*Problem to solve:* Retype the records exactly, with nothing added or dropped.

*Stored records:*

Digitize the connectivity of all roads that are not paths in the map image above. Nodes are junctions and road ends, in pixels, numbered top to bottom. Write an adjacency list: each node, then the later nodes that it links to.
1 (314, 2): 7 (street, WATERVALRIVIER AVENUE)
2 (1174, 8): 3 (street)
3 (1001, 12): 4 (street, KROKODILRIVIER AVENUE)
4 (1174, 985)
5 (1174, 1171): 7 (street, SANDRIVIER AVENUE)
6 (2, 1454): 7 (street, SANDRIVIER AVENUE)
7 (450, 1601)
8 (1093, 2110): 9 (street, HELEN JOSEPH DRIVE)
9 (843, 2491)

*Task solution:*
Digitize the connectivity of all roads that are not paths in the map image above. Nodes are junctions and road ends, in pixels, numbered top to bottom. Write an adjacency list: each node, then the later nodes that it links to.
1 (314, 2): 7 (street, WATERVALRIVIER AVENUE)
2 (1174, 8): 3 (street)
3 (1001, 12): 4 (street, KROKODILRIVIER AVENUE)
4 (1174, 985)
5 (1174, 1171): 7 (street, SANDRIVIER AVENUE)
6 (2, 1454): 7 (street, SANDRIVIER AVENUE)
7 (450, 1601)
8 (1093, 2110): 9 (street, HELEN JOSEPH DRIVE)
9 (843, 2491)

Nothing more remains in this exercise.